In sostanza, arrivare a maggio e salutare ancora una volta Spalletti, dopo nemmeno 2 anni dal suo ritorno, sarebbe un errore. Pallotta e la dirigenza giallorossa potrebbero obiettare che le spese per il mercato e la gestione del Club, a fronte di un mancato ritorno da mancati successi, giustificano un cambio di rotta. Al netto di una quasi certa qualificazione diretta in Champions per la prossima stagione (traduzione: tanti soldi), forse gioverebbe ragionare su quanto costa cambiare guida tecnica ogni 2 anni, sia in termini economici immediati che a lungo termine. Al di là delle buone uscite generose e ingenti che pesano sui bilanci societari, c’è che nuovi allenatori significano nuove strategie di mercato, nuovi approcci tattici che i giocatori impiegano mesi ad assimilare e mettere in pratica. I risultati non arrivano subito, non esiste la bacchetta magica. Per nessuno.

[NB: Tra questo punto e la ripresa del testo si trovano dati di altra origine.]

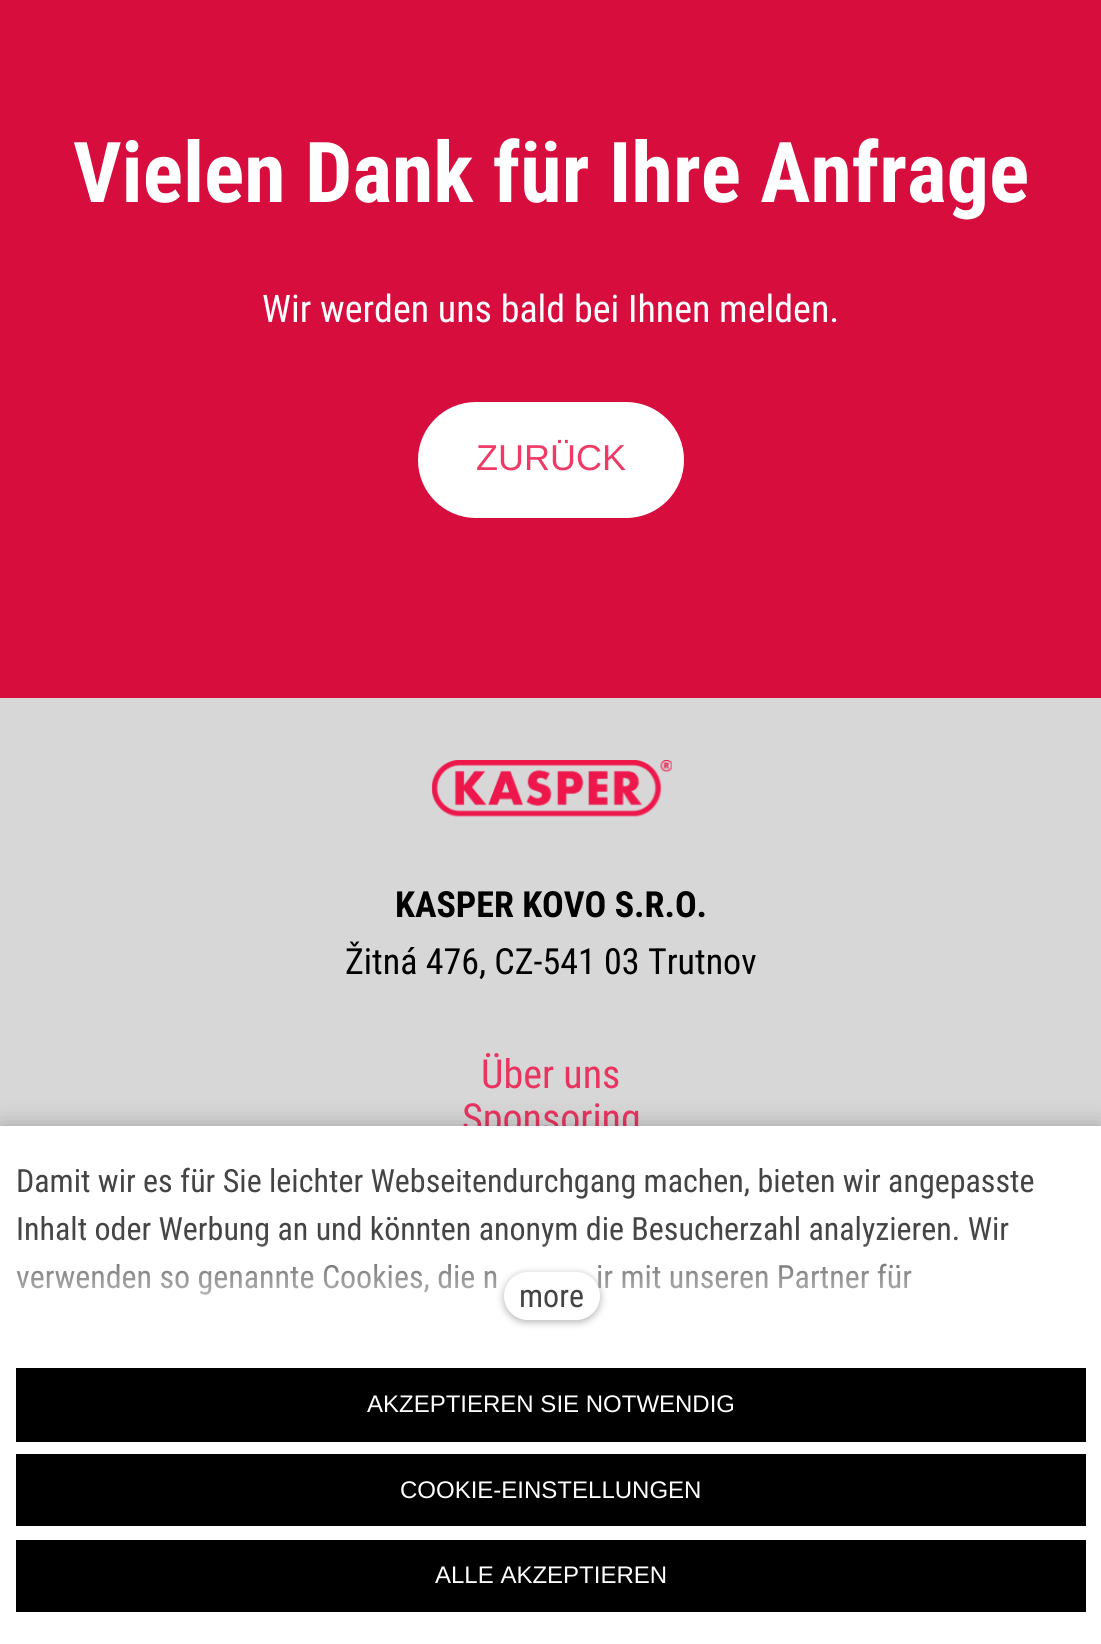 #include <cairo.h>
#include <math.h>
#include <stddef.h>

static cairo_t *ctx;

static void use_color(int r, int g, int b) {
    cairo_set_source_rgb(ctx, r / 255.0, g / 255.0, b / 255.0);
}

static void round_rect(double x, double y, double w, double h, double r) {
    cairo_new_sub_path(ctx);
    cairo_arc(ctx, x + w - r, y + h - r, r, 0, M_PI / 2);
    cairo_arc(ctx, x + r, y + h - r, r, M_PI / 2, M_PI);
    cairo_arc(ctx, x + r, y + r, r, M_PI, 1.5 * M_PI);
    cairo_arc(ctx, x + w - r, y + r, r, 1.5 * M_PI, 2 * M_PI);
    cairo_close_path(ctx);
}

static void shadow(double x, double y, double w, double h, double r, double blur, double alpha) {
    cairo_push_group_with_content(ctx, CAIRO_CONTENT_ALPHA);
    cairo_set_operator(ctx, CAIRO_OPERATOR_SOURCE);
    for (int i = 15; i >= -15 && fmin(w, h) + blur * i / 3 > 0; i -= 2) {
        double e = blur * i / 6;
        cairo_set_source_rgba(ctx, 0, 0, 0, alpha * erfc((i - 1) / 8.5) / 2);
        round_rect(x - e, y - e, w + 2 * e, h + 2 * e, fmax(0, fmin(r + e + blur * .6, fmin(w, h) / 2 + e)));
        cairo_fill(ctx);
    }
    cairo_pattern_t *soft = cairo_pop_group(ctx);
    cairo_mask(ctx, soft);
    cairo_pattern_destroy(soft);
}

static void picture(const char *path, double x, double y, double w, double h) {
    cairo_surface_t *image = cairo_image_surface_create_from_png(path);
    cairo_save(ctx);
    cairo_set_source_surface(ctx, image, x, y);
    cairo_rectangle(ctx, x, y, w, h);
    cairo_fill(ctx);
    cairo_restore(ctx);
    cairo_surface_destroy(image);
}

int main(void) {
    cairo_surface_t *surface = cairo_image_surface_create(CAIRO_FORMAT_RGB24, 1101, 1644);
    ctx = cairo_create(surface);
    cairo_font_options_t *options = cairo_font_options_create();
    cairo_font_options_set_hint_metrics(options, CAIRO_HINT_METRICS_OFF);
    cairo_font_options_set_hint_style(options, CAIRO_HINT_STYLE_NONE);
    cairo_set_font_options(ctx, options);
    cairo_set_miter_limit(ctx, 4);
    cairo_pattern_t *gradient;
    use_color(215, 13, 62);
    cairo_paint(ctx);
    cairo_select_font_face(ctx, "Roboto Condensed", CAIRO_FONT_SLANT_NORMAL, CAIRO_FONT_WEIGHT_BOLD);
    cairo_set_font_size(ctx, 84);
    use_color(255, 255, 255);
    cairo_move_to(ctx, 73, 202);
    cairo_show_text(ctx, "Vielen Dank für Ihre Anfrage");
    cairo_select_font_face(ctx, "Roboto Condensed", CAIRO_FONT_SLANT_NORMAL, CAIRO_FONT_WEIGHT_NORMAL);
    cairo_set_font_size(ctx, 38);
    cairo_move_to(ctx, 262, 322);
    cairo_show_text(ctx, "Wir werden uns bald bei Ihnen melden.");
    round_rect(418, 402, 266, 116, 58);
    cairo_fill(ctx);
    cairo_select_font_face(ctx, "Arimo", CAIRO_FONT_SLANT_NORMAL, CAIRO_FONT_WEIGHT_NORMAL);
    cairo_set_font_size(ctx, 36);
    use_color(240, 58, 102);
    cairo_move_to(ctx, 476, 470);
    cairo_show_text(ctx, "ZURÜCK");
    use_color(215, 215, 215);
    cairo_rectangle(ctx, 0, 698, 1101, 428);
    cairo_fill(ctx);
    picture("img1.png", 431, 760, 241, 57);
    cairo_select_font_face(ctx, "Roboto Condensed", CAIRO_FONT_SLANT_NORMAL, CAIRO_FONT_WEIGHT_BOLD);
    use_color(0, 0, 0);
    cairo_move_to(ctx, 395, 917);
    cairo_show_text(ctx, "KASPER KOVO S.R.O.");
    cairo_select_font_face(ctx, "Roboto Condensed", CAIRO_FONT_SLANT_NORMAL, CAIRO_FONT_WEIGHT_NORMAL);
    cairo_move_to(ctx, 345, 974);
    cairo_show_text(ctx, "Žitná 476, CZ-541 03 Trutnov");
    cairo_set_font_size(ctx, 40);
    use_color(234, 52, 96);
    cairo_move_to(ctx, 481, 1088);
    cairo_show_text(ctx, "Über uns");
    cairo_move_to(ctx, 462, 1132);
    cairo_show_text(ctx, "Sponsoring");
    use_color(0, 0, 0);
    shadow(0, 1126, 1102, 518, 0, 12, 0.25);
    use_color(255, 255, 255);
    cairo_rectangle(ctx, 0, 1126, 1101, 518);
    cairo_fill(ctx);
    cairo_set_font_size(ctx, 32);
    use_color(68, 68, 68);
    cairo_move_to(ctx, 16, 1192);
    cairo_show_text(ctx, "Damit wir es für Sie leichter Webseitendurchgang machen, bieten wir angepasste");
    cairo_move_to(ctx, 16, 1240);
    cairo_show_text(ctx, "Inhalt oder Werbung an und könnten anonym die Besucherzahl analyzieren. Wir");
    cairo_move_to(ctx, 16, 1288);
    cairo_show_text(ctx, "verwenden so genannte Cookies, die n");
    cairo_move_to(ctx, 596, 1288);
    cairo_show_text(ctx, "ir mit unseren Partner für");
    gradient = cairo_pattern_create_linear(551, 1336, 551, 1234);
    cairo_pattern_add_color_stop_rgba(gradient, 0, 1, 1, 1, 1);
    cairo_pattern_add_color_stop_rgba(gradient, 1, 1, 1, 1, 0);
    cairo_set_source(ctx, gradient);
    cairo_pattern_destroy(gradient);
    cairo_rectangle(ctx, 16, 1236, 988, 59);
    cairo_fill(ctx);
    use_color(0, 0, 0);
    shadow(504, 1274, 96, 48, 24, 4, 0.3);
    use_color(255, 255, 255);
    round_rect(504, 1272, 96, 48, 24);
    cairo_fill(ctx);
    use_color(68, 68, 68);
    cairo_move_to(ctx, 519, 1307);
    cairo_show_text(ctx, "more");
    use_color(0, 0, 0);
    cairo_rectangle(ctx, 16, 1368, 1070, 74);
    cairo_fill(ctx);
    cairo_select_font_face(ctx, "Arimo", CAIRO_FONT_SLANT_NORMAL, CAIRO_FONT_WEIGHT_NORMAL);
    cairo_set_font_size(ctx, 24);
    use_color(255, 255, 255);
    cairo_move_to(ctx, 367, 1412);
    cairo_show_text(ctx, "AKZEPTIEREN SIE NOTWENDIG");
    use_color(0, 0, 0);
    cairo_rectangle(ctx, 16, 1454, 1070, 72);
    cairo_fill(ctx);
    use_color(255, 255, 255);
    cairo_move_to(ctx, 400, 1498);
    cairo_show_text(ctx, "COOKIE-EINSTELLUNGEN");
    use_color(0, 0, 0);
    cairo_rectangle(ctx, 16, 1540, 1070, 72);
    cairo_fill(ctx);
    use_color(255, 255, 255);
    cairo_move_to(ctx, 435, 1583);
    cairo_show_text(ctx, "ALLE AKZEPTIEREN");
    cairo_surface_write_to_png(surface, "result.png");
    cairo_font_options_destroy(options);
    cairo_destroy(ctx);
    cairo_surface_destroy(surface);
    return 0;
}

Questa realtà ormai la conosce anche Pallotta. E se la piazza preme, lui dovrebbe tenere duro. Poi c’è da considerare la volontà dello stesso Spalletti, forse stufo del clima di cui sopra che a Roma è una costante a ogni respiro. L’esempio che il tecnico toscano ha fatto ai microfoni di Sky è emblematico: “Vincemmo contro il Catania 7-1 (in realtà 7-0, n.d.r.) e venne fuori un casino perché, si disse, non avevamo rispettato l’avversario. L’Inter ha vinto con lo stesso risultato contro l’Atalanta e giù solo complimenti”. A voi ogni giudizio in merito.